Number Of Ingredients 7

3 pounds fresh or frozen okra
3 tbsp canola oil
1 cup chopped onion or 1 large onion
1 cup chopped green bell pepper
1 (16 oz) can whole tomatoes or 1/2 pound fresh chopped tomatoes or 1 can Rotel brand tomatoes
1 tsp salt
1/4 tsp Tabasco sauce (optional)

Steps:

  • Stove Top Method: Method 1 - Wash fresh okra. Remove stems and cut okra into 1/2 inch rounds. In a heavy saucepan or Magnalite cookware, cook the okra, onions, tomatoes in the oil over medium low heat stirring continually for about 45 minutes to 2 hours (depending on the amount you are cooking) until the okra is no longer slimy and has achieved a light greenish brown color. Don't forget to stir, stir, stir to prevent sticking and burning. Do not use cast iron as the acid in the okra will remove the seasonings in your cast iron pot. Also never warm up any okra dish in a cast iron pot.
  • Stove Top Method: Method 2 - Some cooks will sauté the onions and bell pepper in one tablespoon of oil until wilted in a separate skillet all the while cooking the okra in a separate pot until the okra is a light greenish brown color . Then will combine the okra, tomatoes, salt and Tabasco; cook for 10 minutes longer or until the tomatoes have cooked down, Again do not forget to stir, stir, stir to prevent sticking and burning.

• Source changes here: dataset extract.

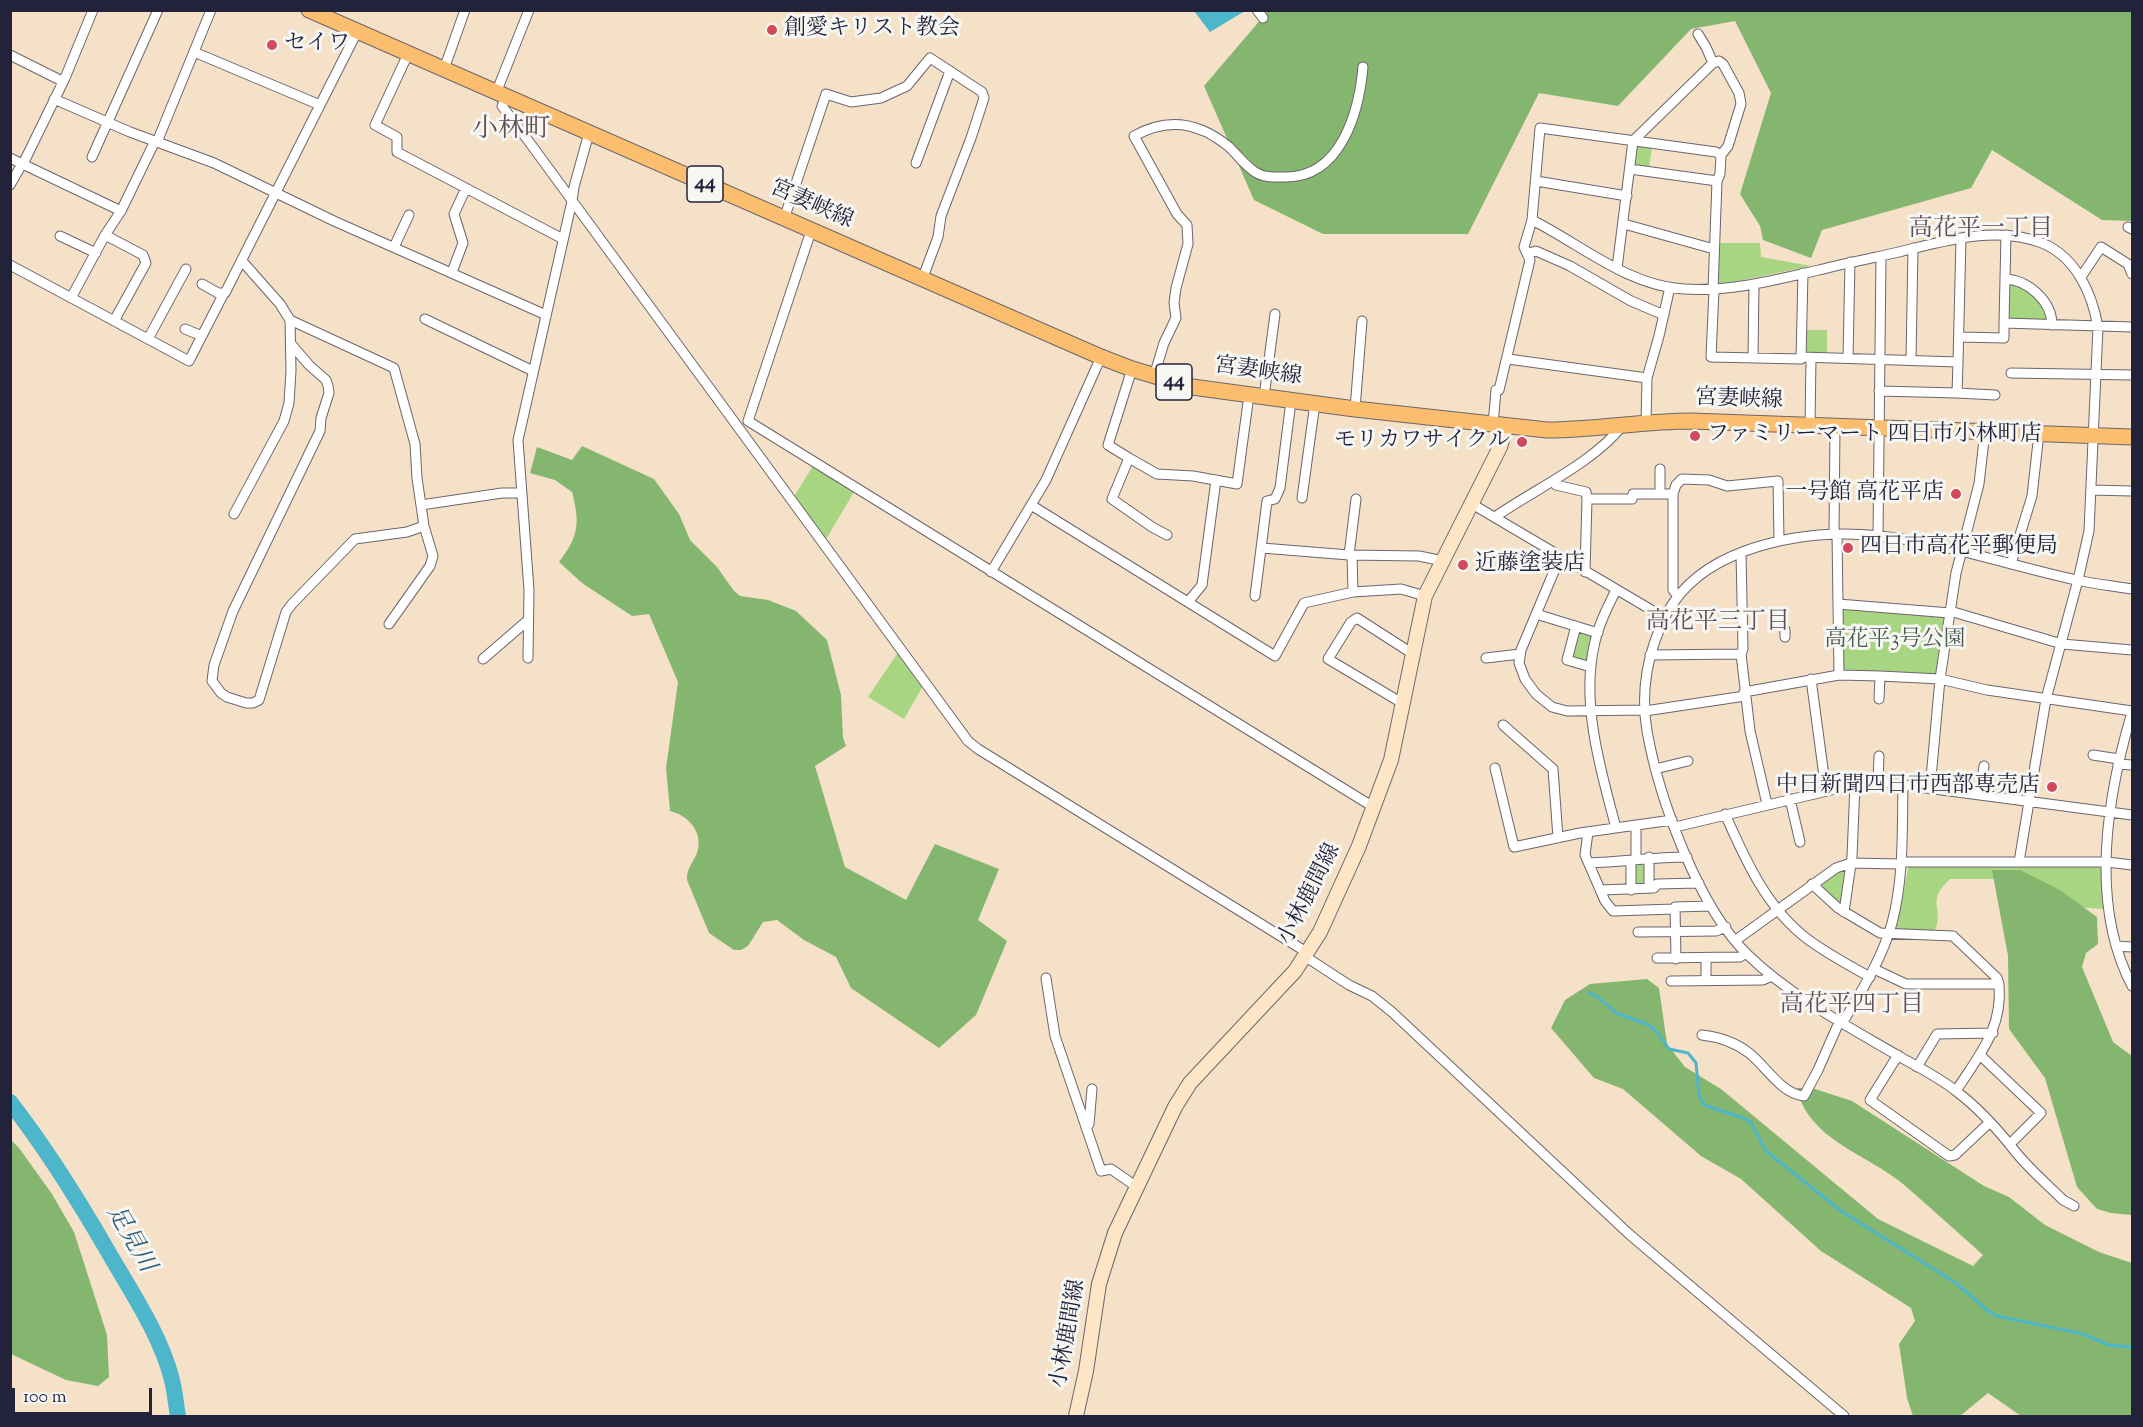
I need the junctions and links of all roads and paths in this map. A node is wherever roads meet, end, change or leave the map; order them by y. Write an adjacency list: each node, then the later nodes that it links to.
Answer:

  • Check your seasonings and serve as a vegetable side dish, with rice and gravy or make the okra and shrimp gumbo. Cei cest bon!
  • Oven Method: Method 3 - Preheat oven to 350 degrees. If you're using frozen okra, defrost in a microwave or at room temperature. Using frozen okra from your local supermarket allows you to “pick“ okra anytime saving time and freezer space. They are generally packed in one pound or three pound bags.

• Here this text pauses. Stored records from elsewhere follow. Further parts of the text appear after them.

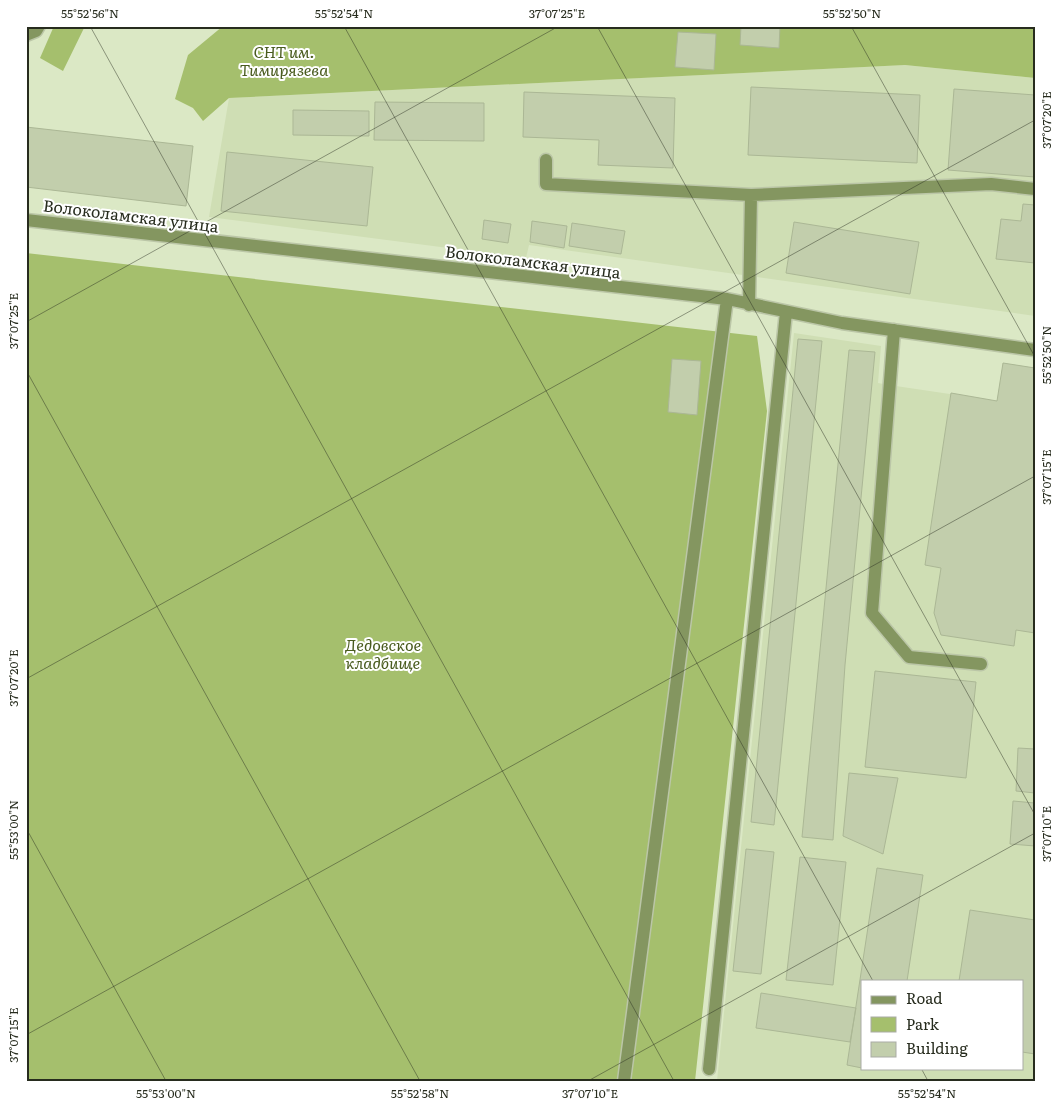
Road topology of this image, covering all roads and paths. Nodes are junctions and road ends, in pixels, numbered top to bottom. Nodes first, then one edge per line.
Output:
1 (39, 26) edge
2 (26, 35) edge
3 (546, 160) dead end
4 (1035, 189) edge
5 (751, 195) junction
6 (26, 220) edge
7 (728, 300) junction
8 (749, 305) junction
9 (786, 312) junction
10 (894, 330) junction
11 (1035, 350) edge
12 (981, 664) dead end
13 (709, 1069) dead end
14 (624, 1081) edge

1 - 2 street
3 - 5 street
4 - 5 street
5 - 8 street
6 - 7 street, Волоколамская улица
7 - 8 street, Волоколамская улица
7 - 14 street
8 - 9 street, Волоколамская улица
9 - 10 street, Волоколамская улица
9 - 13 street
10 - 11 street, Волоколамская улица
10 - 12 street

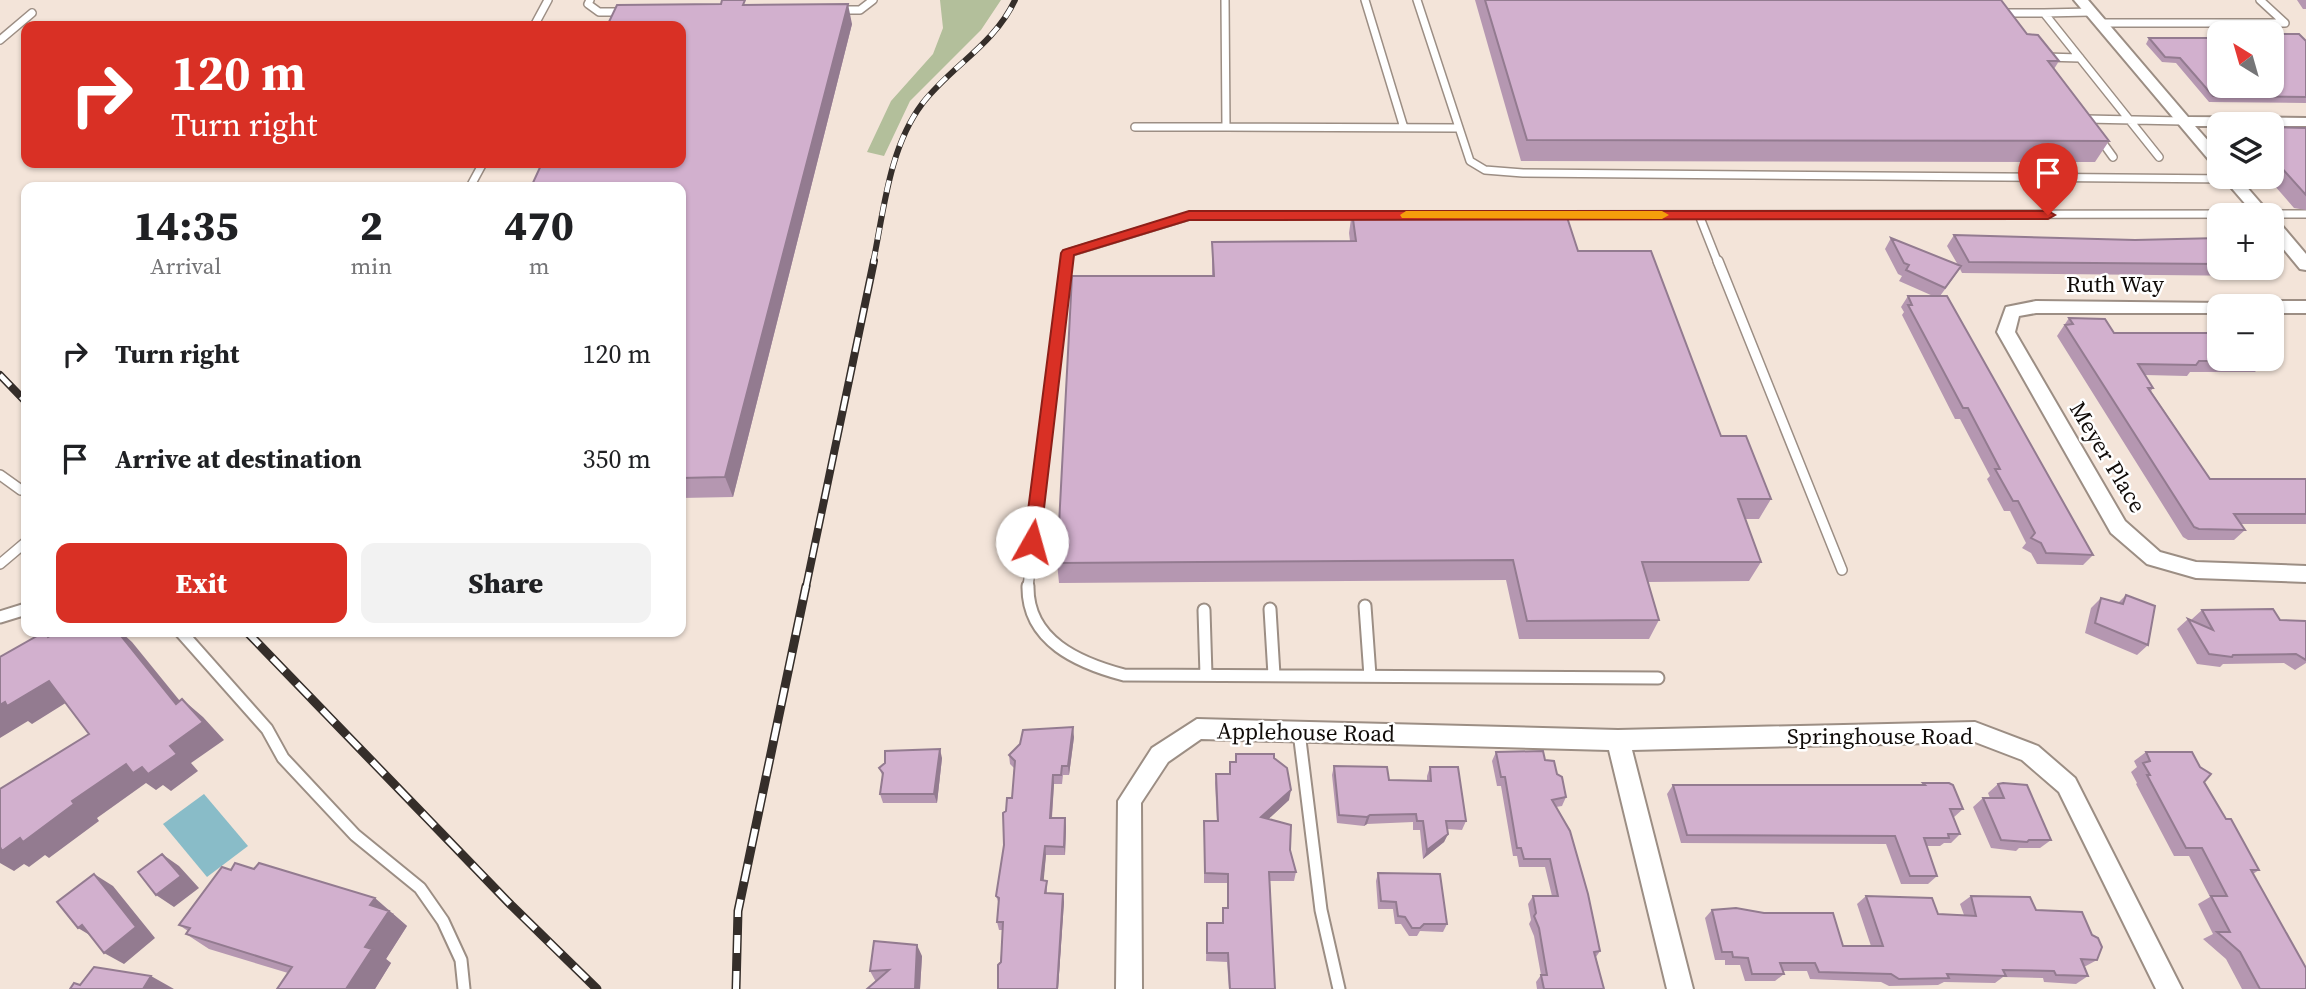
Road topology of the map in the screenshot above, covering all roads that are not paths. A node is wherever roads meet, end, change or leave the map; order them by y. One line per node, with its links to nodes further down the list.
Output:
1 (548, 0): 15 (lane)
2 (590, 0): 10 (lane)
3 (873, 0): 9 (lane)
4 (1225, 0): 27 (lane)
5 (1365, 0): 28 (lane)
6 (1417, 0): 29 (lane)
7 (2081, 0): 13 (street)
8 (2260, 0): 13 (lane)
9 (834, 10)
10 (637, 12)
11 (32, 13): 14 (lane)
12 (2044, 13): 13 (lane); 17 (lane); 19 (lane)
13 (2096, 18): 24 (street)
14 (23, 21)
15 (537, 21)
16 (21, 22): 18 (lane)
17 (2012, 24)
18 (0, 40)
19 (2080, 58): 20 (lane); 23 (lane)
20 (2045, 67)
21 (2077, 108): 22 (lane)
22 (2085, 118): 23 (lane); 31 (lane)
23 (2130, 120): 24 (lane); 32 (lane)
24 (2183, 121): 25 (street); 30 (street)
25 (2306, 122)
26 (1135, 127): 27 (lane)
27 (1226, 127): 28 (lane)
28 (1404, 128): 29 (lane)
29 (1459, 128): 33 (lane)
30 (2207, 149)
31 (2113, 157)
32 (2159, 157)
33 (2207, 178)
34 (2241, 189): 35 (street)
35 (2253, 203)
36 (2306, 214): 41 (lane)
37 (1368, 215): 60 (lane)
38 (1548, 215): 39 (lane)
39 (1699, 215): 40 (lane); 52 (lane)
40 (2207, 215)
41 (2284, 215)
42 (2284, 239): 43 (street)
43 (2306, 265)
44 (2207, 307): 47 (street, Ruth Way)
45 (2284, 307): 46 (street)
46 (2306, 307)
47 (2012, 311): 53 (street, Meyer Place)
48 (0, 475): 49 (lane)
49 (21, 490)
50 (21, 546): 51 (lane)
51 (0, 564)
52 (1842, 570)
53 (2306, 574)
54 (1365, 606): 62 (lane)
55 (1270, 609): 61 (lane)
56 (21, 610): 58 (lane)
57 (1204, 610): 60 (lane)
58 (2, 612)
59 (185, 637): 66 (lane)
60 (1206, 675): 61 (lane)
61 (1274, 676): 62 (lane)
62 (1370, 676): 63 (lane)
63 (1658, 678)
64 (1300, 732): 65 (street, Applehouse Road); 67 (street, Applehouse Road); 68 (lane)
65 (1618, 740): 69 (street); 70 (street, Springhouse Road)
66 (464, 989)
67 (1129, 989)
68 (1339, 989)
69 (1680, 989)
70 (2169, 989)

  • In a large Magnalite pot or Dutch oven with a lid, add the oil. Add the cut okra, onion, bell pepper and tomatoes. On the stove top, heat until the pot is warm (although warming the pot is not necessary before placing in the oven, it does help speed the cooking process).
  • Cover the pot and place in the preheated 350 degree oven. Set your timer for 1 hour. Take out and stir thoroughly. After the first hour, repeat this step at 1/2 hour intervals. After two hours you can judge if you need to cook longer.
  • What I like to do is cook this dish in the late evening say sevn o'clock; I cook it for two hours and then turn off my oven and leave it in the oven until the next morning. The heat left in the oven will continue to smother (“cook it down“) the okra. No need to stir. In the morning, the okra will look just like you remember Momma's smothered no slime okra. Ready to be frozen or used in your shrimp and egg okra gumbo.